"Tem se tornado comum nos tempos
atuais a constituição de pessoa jurídica para mascarar a relação
empregatícia".
A constatação é do juiz do trabalho Carlos Alberto Pereira de Castro, da 7ª
Vara do Trabalho de Florianópolis, que depois de muito trabalho, perícias e
quebra de sigilos fiscais, reconheceu o vínculo empregatício continuado de quase
dez anos de serviço prestado por veterinário a uma clínica de animais.
Entre 1978 e 2008 o médico veterinário trabalhou na mesma clínica, mas sob
diversas formas de contratação. Nos primeiros dez anos trabalhou como empregado,
com registro e contrato de trabalho. Em janeiro de 1990 foi admitido como sócio
da empresa e quatro anos depois constituiu empresa própria para prestar serviços
como veterinário na mesma clínica com exclusividade. Em janeiro de 2003 passou a
prestar os mesmos serviços como autônomo até 2005, quando, então, foi
formalmente admitido com carteira assinada. Em 2008 veio a falecer acometido de
enfermidade. A ação trabalhista foi ajuizada depois de sua morte pelos quatro
filhos herdeiros, três deles menores de idade, assistidos pela irmã mais velha,
advogada.
Após longa e minuciosa instrução ficou provado que o serviço prestado pelo
profissional foi o mesmo durante todo o tempo, com relação de subordinação ao
proprietário da empresa e jornada de trabalho cumprida diariamente na clínica
onde prestava atendimento e coordenava as demais atividades. Ele, inclusive,
representava a empresa junto ao Ministério do Trabalho e à própria Justiça
Trabalhista quando necessário, embora figurasse formalmente, na época, como
autônomo. O juiz registra que a condição de preposto dever recair
necessariamente em empregado da empresa, o que demonstra claramente que a
contratação como autônomo era fraudulenta.

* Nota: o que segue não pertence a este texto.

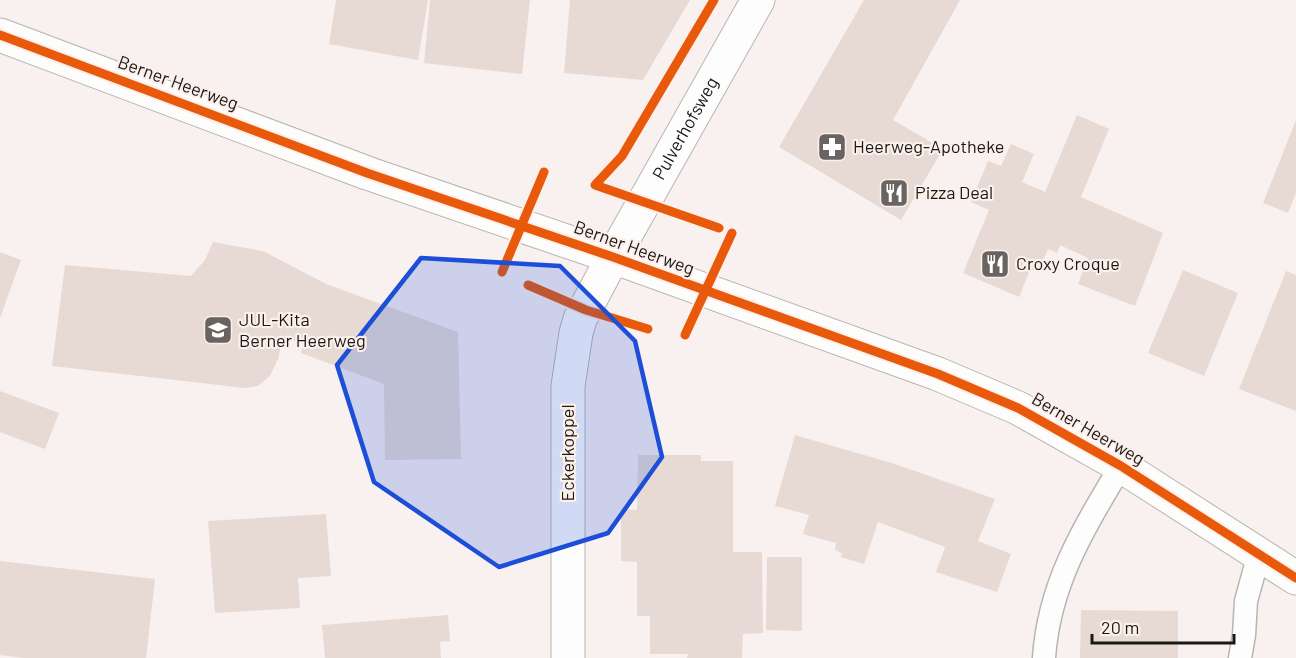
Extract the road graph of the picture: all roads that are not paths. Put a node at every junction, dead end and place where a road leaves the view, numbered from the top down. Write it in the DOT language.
graph roads {
  1 [pos="758,0"];
  2 [pos="0,35"];
  3 [pos="613,257"];
  4 [pos="1121,466"];
  5 [pos="1258,554"];
  6 [pos="1296,578"];
  7 [pos="568,658"];
  8 [pos="1044,658"];
  9 [pos="1240,658"];
  1 -- 3 [label="street, Pulverhofsweg"];
  2 -- 3 [label="street, Berner Heerweg"];
  3 -- 4 [label="street, Berner Heerweg"];
  3 -- 7 [label="street, Eckerkoppel"];
  4 -- 5 [label="street, Berner Heerweg"];
  4 -- 8 [label="lane"];
  5 -- 6 [label="street, Berner Heerweg"];
  5 -- 9 [label="lane"];
}
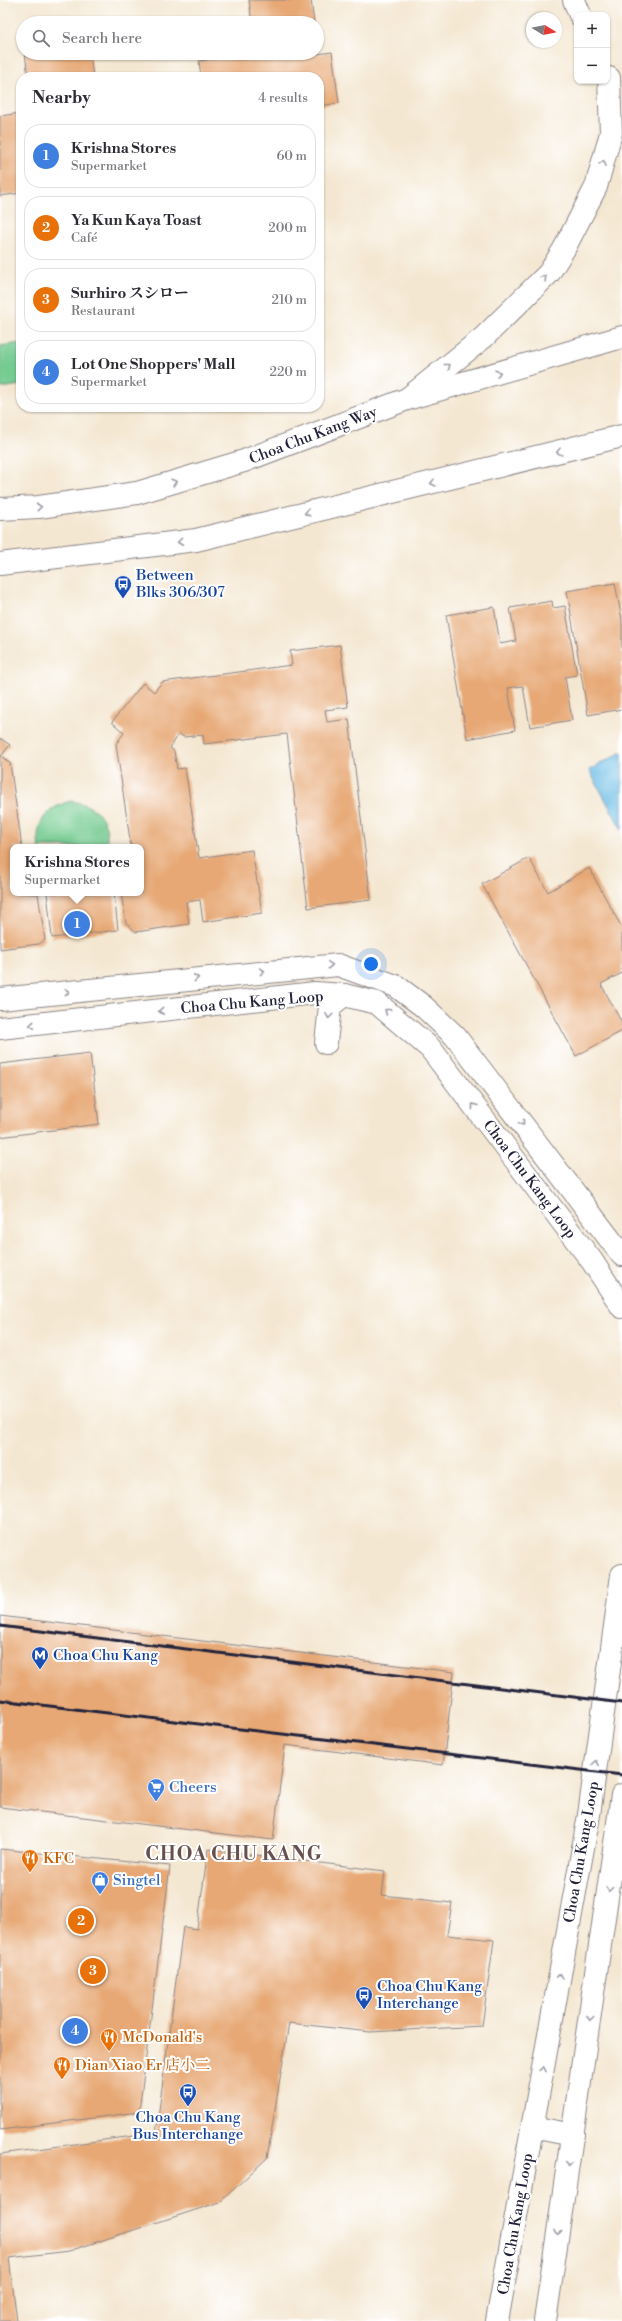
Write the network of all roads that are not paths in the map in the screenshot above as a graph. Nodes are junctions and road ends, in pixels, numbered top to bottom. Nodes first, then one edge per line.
1 (574, 0) edge
2 (579, 12) edge
3 (610, 81) edge
4 (608, 84) edge
5 (622, 106) edge
6 (622, 337) edge
7 (407, 399) junction
8 (622, 436) edge
9 (597, 442) junction
10 (622, 445) edge
11 (0, 509) edge
12 (0, 564) edge
13 (292, 968) junction
14 (344, 995) junction
15 (0, 999) edge
16 (0, 1028) edge
17 (326, 1043) dead end
18 (598, 1221) junction
19 (622, 1254) edge
20 (592, 1261) junction
21 (622, 1307) edge
22 (622, 1576) edge
23 (622, 1795) edge
24 (532, 2127) junction
25 (573, 2134) junction
26 (497, 2321) edge
27 (545, 2321) edge

1 - 2 main road
3 - 5 main road
7 -> 4 main road
7 -> 6 main road, Choa Chu Kang Way
11 -> 7 main road, Choa Chu Kang Way
8 - 9 main road
9 - 10 main road
9 -> 12 main road
13 - 14 main road
15 -> 13 main road, Choa Chu Kang Loop
13 -> 18 main road, Choa Chu Kang Loop
14 -> 16 main road, Choa Chu Kang Loop
14 -> 17 main road
20 -> 14 main road, Choa Chu Kang Loop
18 - 19 main road, Choa Chu Kang Loop
18 - 20 main road
20 - 21 main road, Choa Chu Kang Loop
24 -> 22 main road, Choa Chu Kang Loop
23 -> 25 main road, Choa Chu Kang Loop
24 - 25 main road
24 - 26 main road, Choa Chu Kang Loop
25 -> 27 main road, Choa Chu Kang Loop

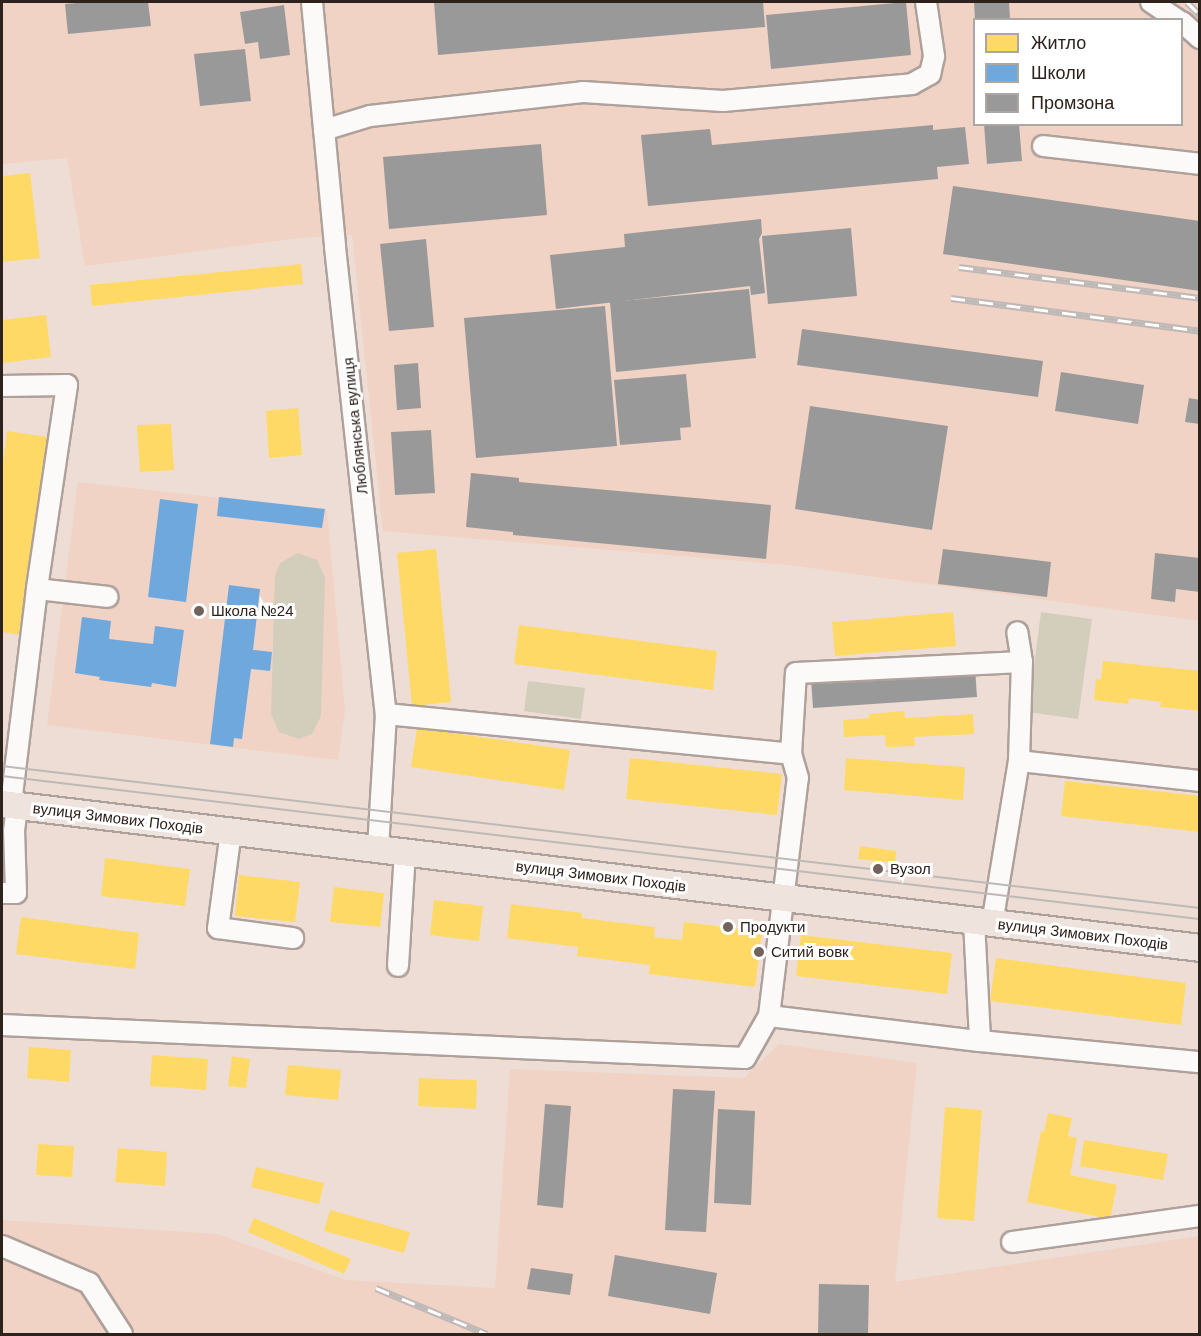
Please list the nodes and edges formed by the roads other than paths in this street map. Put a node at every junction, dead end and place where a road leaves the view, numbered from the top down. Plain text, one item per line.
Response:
1 (312, 2) edge
2 (926, 2) edge
3 (1151, 2) edge
4 (1175, 18) edge
5 (1183, 23) edge
6 (1200, 38) edge
7 (324, 130) junction
8 (1043, 146) dead end
9 (1200, 164) edge
10 (2, 386) edge
11 (37, 589) junction
12 (108, 597) dead end
13 (1017, 632) dead end
14 (1022, 662) junction
15 (386, 714) junction
16 (791, 754) junction
17 (1019, 761) junction
18 (1200, 781) edge
19 (10, 805) edge
20 (231, 831) junction
21 (378, 850) junction
22 (405, 853) junction
23 (2, 893) edge
24 (784, 898) junction
25 (983, 922) junction
26 (293, 938) dead end
27 (1200, 948) edge
28 (398, 966) dead end
29 (769, 1016) junction
30 (2, 1025) edge
31 (980, 1041) junction
32 (1200, 1062) edge
33 (1200, 1216) edge
34 (1012, 1242) dead end
35 (2, 1246) edge
36 (122, 1335) edge

1 - 7 street, Люблянська вулиця
2 - 7 street
3 - 4 street
5 - 6 street
7 - 15 street, Люблянська вулиця
8 - 9 street
10 - 11 street
11 - 12 street
11 - 19 street
13 - 14 street
14 - 16 street
14 - 17 street
15 - 16 street
15 - 21 street, Люблянська вулиця
16 - 24 street
17 - 18 street
17 - 25 street
19 - 20 main road, вулиця Зимових Походів
19 - 23 street
20 - 21 main road, вулиця Зимових Походів
20 - 26 street
21 - 22 main road, вулиця Зимових Походів
22 - 24 main road, вулиця Зимових Походів
22 - 28 street
24 - 25 main road, вулиця Зимових Походів
24 - 29 street
25 - 27 main road, вулиця Зимових Походів
25 - 31 street
29 - 30 street
29 - 31 street
31 - 32 street
33 - 34 street
35 - 36 street

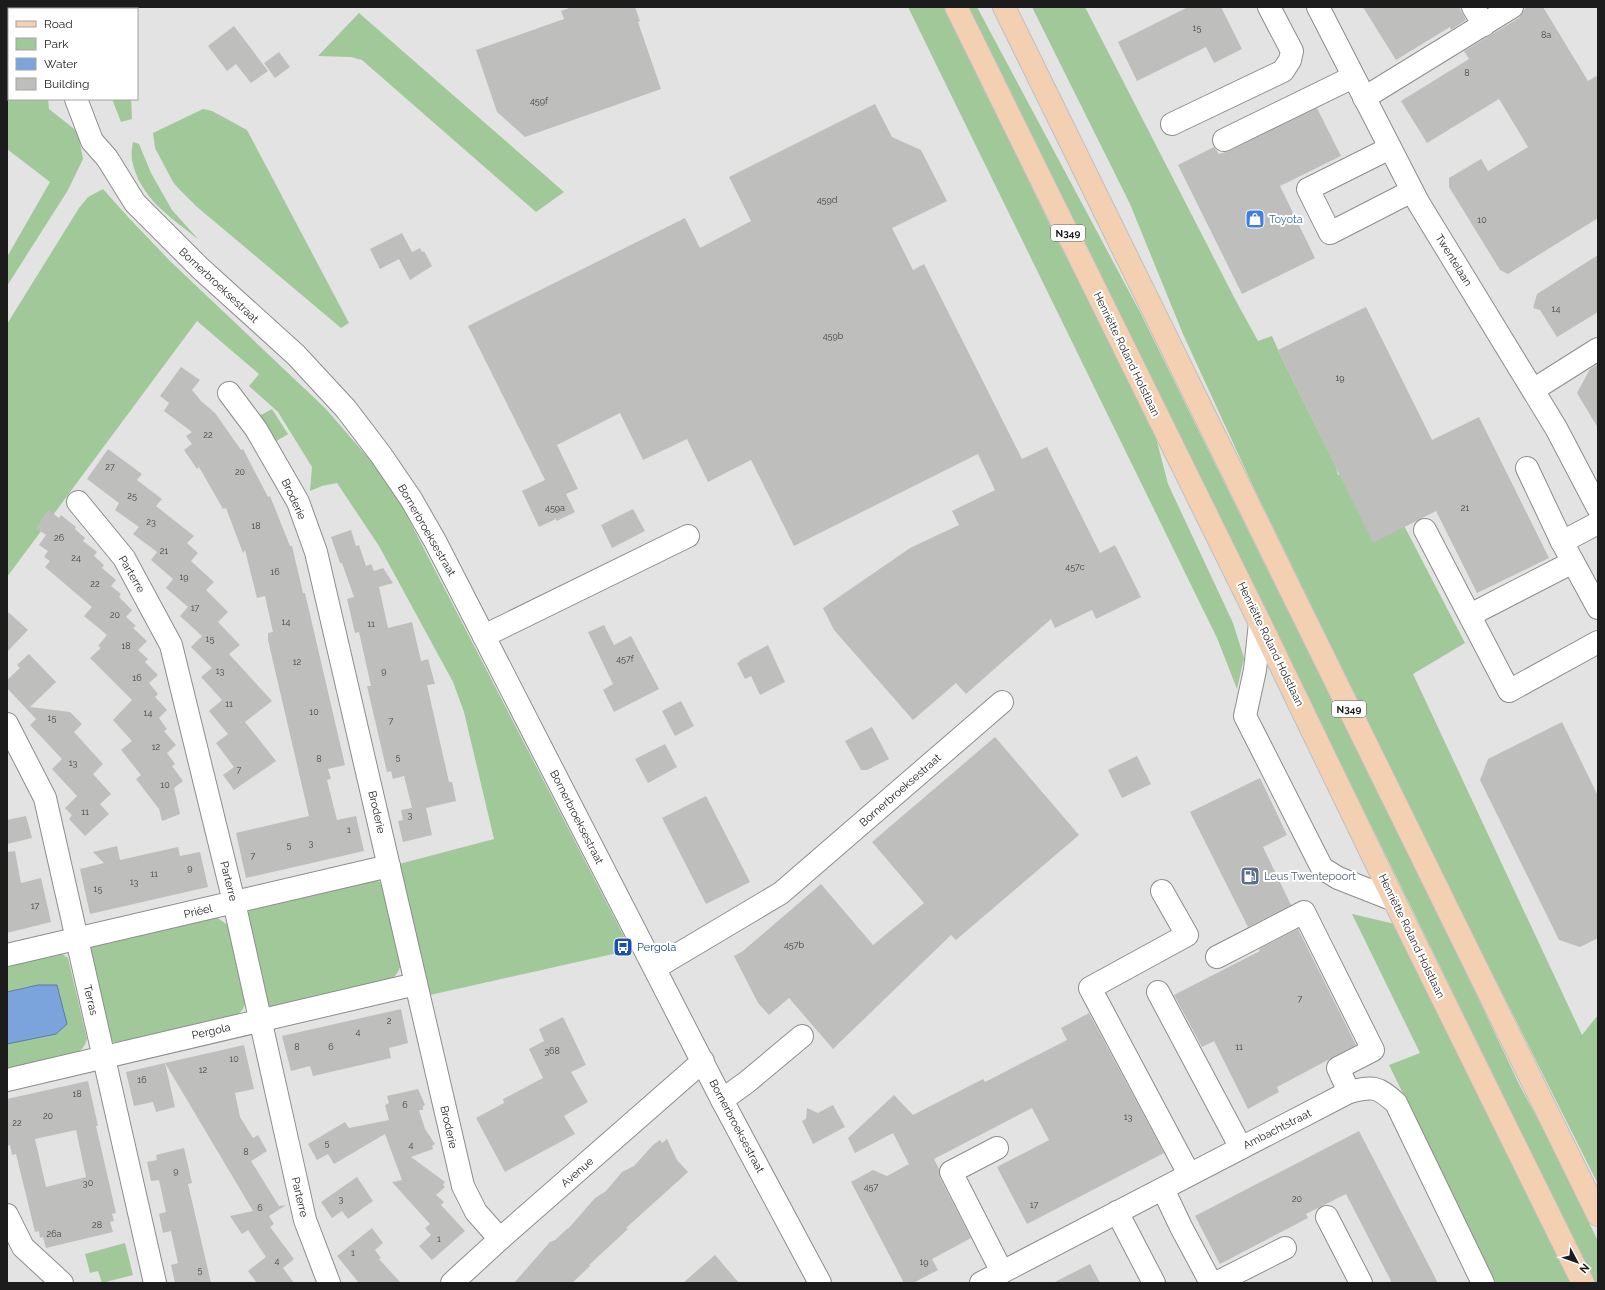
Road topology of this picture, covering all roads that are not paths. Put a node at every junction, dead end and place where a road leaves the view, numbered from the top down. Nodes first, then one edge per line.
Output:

Da mesma forma, a prova testemunhal demonstrou que mesmo quando o autor
constava como sócio da clínica, continuava se reportando hierarquicamente ao
verdadeiro proprietário. A perícia contábil também provou que embora constasse
como sócio, o veterinário recebia salários e não dividendos provenientes da
falsa participação societária. Para o magistrado, em tais casos, impõe-se
afastar a fictícia autonomia para reconhecer a continuidade do vínculo
empregatício, tendo em vista a "pessoalidade da prestação laboral pelo de cujus
no período discutido, bem como a habitualidade e a onerosidade, além da
subordinação jurídica".
Reconhecido o vínculo, a empresa foi condenada a pagar os 13º salários e
férias do período abrangido pela prescrição quinquenal, com os acréscimos e
multas legais e ao recolhimento dos depósitos do FGTS relativos ao período
reconhecido, neste caso obedecido o marco prescricional trintenário
(20/02/1979), além de reflexos decorrentes do comprovado pagamento de salário
extra-folha. Em relação a este aspecto, constatada a percepção de salário sem
indicação em folha de pagamento, com evidências de crime de sonegação de
contribuições à Seguridade Social, foram oficiados a Receita Federal do Brasil,
o Ministério Público do Trabalho e o Ministério Público Federal, para as
providências cabíveis.
Foi indeferida a multa de 40% sobre o FGTS e aviso prévio, tento em vista que
houve a morte do empregado e o contrato foi desfeito por circunstâncias alheias
à vontade das partes, bem como foi considerada incabível a condenação por dano
moral.
Segundo o juiz Castro, ficou evidente que a ré alterou a verdade dos fatos,
citando circunstâncias que não ocorreram, não observando o dever de proceder com
lealdade, tentando induzir o juízo a erro, e buscando enriquecer-se
ilicitamente. Nessas circunstâncias, registra a sentença, "não pode este Juízo
ficar de braços cruzados ou fechar os olhos, devendo esse tipo de comportamento
ser rechaçado, até porque seria injusto com a própria sociedade que, ao vir
procurar a solução dos seus conflitos, se depara com um Judiciário assoberbado,
ainda mais com demandas carregadas de manifesta má-fé; devendo, portanto, para
não se incentivar esse tipo de ação temerária, mostrar que a Justiça é
séria."
A empresa ainda foi condenada por litigância de má-fé a pagar multa de 1%
sobre o valor da causa, revertida ao Fundo de Amparo à Criança e Adolescente de
Santa Catarina.
Os autores propuseram embargos de declaração e a ré recurso ordinário.
Processo nº 00979-2009-037-12-00-3.
Fonte: Tribunal Regional do Trabalho da 12ª Região.